Con los años se divulgaron los efectos perniciosos del cigarrillo, y esta información animó una serie de medidas en todo el mundo: las leyes antitabaco. Con ellas no solo se acabó la desfachatez humeante y, sin duda, bajó el consumo de nicotina, sino que se dio también otro fenómeno: los no fumadores cobraron poder, exigieron espacios libres de contaminación, el respeto de su salud. Pero esto, que está muy bien, incluía a mi entender un punto de venganza, y terminó gestando actitudes francamente discriminatorias, abusivas con la nueva minoría, una especie de supremacía ética de los “sanos” frente a los “tóxicos”, cada vez más relegados en todo sentido por decadentes y viciosos. Literalmente, unos apestados.
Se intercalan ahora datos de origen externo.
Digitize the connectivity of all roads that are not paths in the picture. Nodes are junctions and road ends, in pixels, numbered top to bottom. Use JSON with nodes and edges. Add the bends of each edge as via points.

Ese tipo de campañas, exageradas, creo que juega en contra de la liga de la pureza, pues ya se sabe lo que genera, sobre todo en los chicos, lo prohibido. Yo mismo creo que he postergado mi decisión, en parte, por una especie de rebeldía inconsciente. Y puedo decir ahora, que estoy en ello, que dejar de fumar es solo una decisión personal, que no me convierte en alguien moralmente superior a nadie. Lo obvio, precisamente por obvio, a veces se vuelve invisible.
Lo digo porque hay quienes sí parecen creerlo. Podemos llevar el ejemplo a cualquier hábito, sobre todo cuando se reemplaza por otro para llenar un espacio vacío dentro de uno mismo (refiriéndose a los adictos que se aferran a la religión mi amigo Wenceslao decía que cambiaban “el cloro por el clero”), o cuando se muta radicalmente de postura frente ciertos tópicos: personas que viven una revelación y rechazan su pasado oscuro, o, por lo menos, ya vacas, se olvidan que fueron terneras. O lo niegan de plano. O lo aceptan, pero solo como antiejemplo. Son los renacidos.
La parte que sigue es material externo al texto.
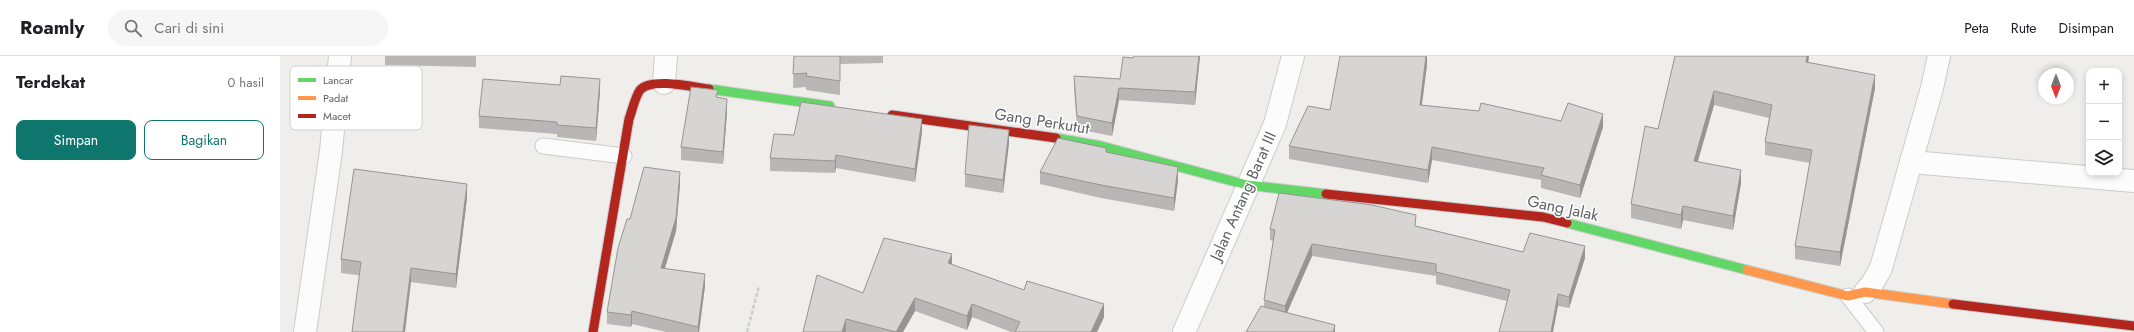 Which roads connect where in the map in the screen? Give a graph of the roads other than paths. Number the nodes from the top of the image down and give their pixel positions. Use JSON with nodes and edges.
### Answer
{"nodes":[{"id":1,"x":340,"y":56,"type":"edge"},
{"id":2,"x":666,"y":56,"type":"edge"},
{"id":3,"x":1293,"y":56,"type":"edge"},
{"id":4,"x":1940,"y":56,"type":"edge"},
{"id":5,"x":339,"y":66,"type":"edge"},
{"id":6,"x":664,"y":83,"type":"junction"},
{"id":7,"x":842,"y":108,"type":"edge"},
{"id":8,"x":880,"y":113,"type":"edge"},
{"id":9,"x":333,"y":130,"type":"edge"},
{"id":10,"x":543,"y":146,"type":"dead end"},
{"id":11,"x":624,"y":156,"type":"junction"},
{"id":12,"x":1911,"y":162,"type":"junction"},
{"id":13,"x":2134,"y":181,"type":"edge"},
{"id":14,"x":1247,"y":186,"type":"junction"},
{"id":15,"x":1856,"y":294,"type":"junction"},
{"id":16,"x":2134,"y":326,"type":"edge"},
{"id":17,"x":305,"y":332,"type":"edge"},
{"id":18,"x":592,"y":332,"type":"edge"},
{"id":19,"x":1184,"y":332,"type":"edge"},
{"id":20,"x":1876,"y":332,"type":"edge"}],
"edges":[{"from":1,"to":5,"type":"street"},
{"from":2,"to":6,"type":"street"},
{"from":3,"to":14,"type":"street","name":"Jalan Antang Barat III"},
{"from":4,"to":12,"type":"street"},
{"from":6,"to":7,"type":"street"},
{"from":6,"to":11,"type":"street"},
{"from":8,"to":14,"type":"street","name":"Gang Perkutut"},
{"from":9,"to":17,"type":"street"},
{"from":10,"to":11,"type":"lane"},
{"from":11,"to":18,"type":"street"},
{"from":12,"to":13,"type":"street"},
{"from":12,"to":15,"type":"street"},
{"from":14,"to":15,"type":"street","name":"Gang Jalak"},
{"from":14,"to":19,"type":"street","name":"Jalan Antang Barat III"},
{"from":15,"to":16,"type":"street","name":"Gang Jalak"},
{"from":15,"to":20,"type":"lane"}]}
El problema con estos ciudadanos es que no suelen quedarse callados, sino que se convierten en militantes activos de su flamante —y flameante— fe. Todos conocemos gente así, esa que a la primera que te distraes te da la paliza de su buena nueva, de lo fantástica que es su vida recobrada, su religión, su alimentación, su deporte, su partido. Suelen perder el pudor y el tino pues están convencidos de que te estás perdiendo de algo fabuloso, un reino celestial, una vida plena, una inversión infalible. Son los fanáticos más temibles.
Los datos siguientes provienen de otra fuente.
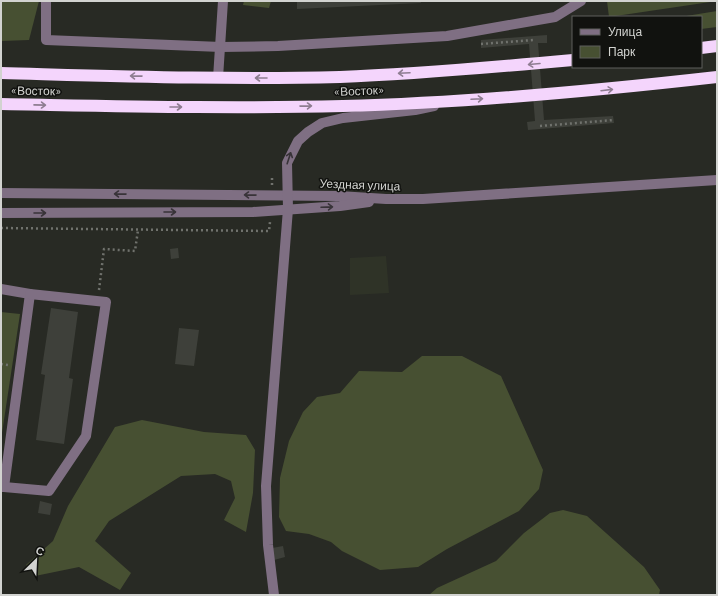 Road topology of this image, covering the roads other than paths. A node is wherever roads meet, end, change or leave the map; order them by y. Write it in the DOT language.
graph roads {
  1 [pos="46,1"];
  2 [pos="223,1"];
  3 [pos="581,1"];
  4 [pos="717,46"];
  5 [pos="221,47"];
  6 [pos="702,48"];
  7 [pos="572,60"];
  8 [pos="1,73"];
  9 [pos="717,76"];
  10 [pos="218,78"];
  11 [pos="457,100"];
  12 [pos="1,104"];
  13 [pos="717,180"];
  14 [pos="1,193"];
  15 [pos="289,196"];
  16 [pos="386,199"];
  17 [pos="288,209"];
  18 [pos="1,213"];
  19 [pos="1,289"];
  20 [pos="30,294"];
  21 [pos="3,487"];
  22 [pos="274,595"];
  1 -- 5 [label="street"];
  2 -- 5 [label="street"];
  3 -- 5 [label="street"];
  4 -- 6 [label="highway"];
  5 -- 10 [label="street"];
  7 -- 10 [label="highway, «Восток», one-way"];
  10 -- 8 [label="highway, «Восток», one-way"];
  11 -- 9 [label="highway, «Восток», one-way"];
  12 -- 11 [label="highway, «Восток», one-way"];
  15 -- 11 [label="street, one-way"];
  13 -- 16 [label="street, Уездная улица"];
  15 -- 14 [label="street, Уездная улица, one-way"];
  15 -- 16 [label="street, Уездная улица"];
  15 -- 17 [label="street"];
  17 -- 16 [label="street, one-way"];
  18 -- 17 [label="street, one-way"];
  17 -- 22 [label="street"];
  19 -- 20 [label="street"];
  20 -- 21 [label="street"];
  20 -- 21 [label="street"];
}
Por poner un ejemplo: ¿ustedes recuerdan quién era hace solo un par de años Fernando Rospigliosi? ¿Las cosas que decía del fujimorismo en general; y, en particular, de su lideresa?
“Cambia lo superficial/ Cambia también lo profundo/ Cambia el modo de pensar/ Cambia todo en este mundo…” comenzaba una preciosa canción del chileno Julio Numhauser popularizada por Mercedes Sosa. Cambiar casi siempre es natural, y casi siempre lo natural es bueno.
Pero en esos “casi” pueden caber mundos enteros.
Esa transformación, la de Rospigliosi, es para mí una de las más sorprendentes de la política criolla. Por supuesto que el dos veces ministro del Interior de Alejandro Toledo tiene el derecho de volverse legionario de la causa que tanto fustigó hasta hace poco, con su virulencia conocida; pero por lo mismo puedo yo recelar de esta. O pensar, por ejemplo, ¿será genuina su metamorfosis? ¿Habrá descubierto que lo que detestaba era en realidad el camino político correcto? ¿Es coherente en un hombre de su generación, que militó más de una década en Vanguardia Revolucionaria, terminar recalando en las filas enemigas? ¿O serán solo ganas de no soltar algo como el poder?
Repito: cada quien es libre de mutar, de volverse otra cosa, de modificar su conducta. Yo, por mi parte, haré todo lo posible por seguir respirando tranquilo.
Excelente mis felicitaciones, en el caso del ejemplo, considero que es la cuota de poder que le lleva a recalar y ser inconsistente consigo mismo, pero lo que me preocupa es que no lo asuman y lo presenten como una bandera de defensa a nuestro Perú, muy burdo por supuesto.
Felizmente para nosotros los ex-viciosos lo de Rospigliosi no se come, fuma ni bebe.
Excelente, evoque un «premier/hamilton» entre sus dedos….
Rospigliosi es el cancer que no quiere ser cigarrillo.
Para Natalia Sobrevilla, dice, como dedicatoria, y yo digo que de algo (o de más de algo) me he de haber perdido.
No defenderé a Fernando Rospigliosi, pero uno tiene derecho a conjeturar, sí.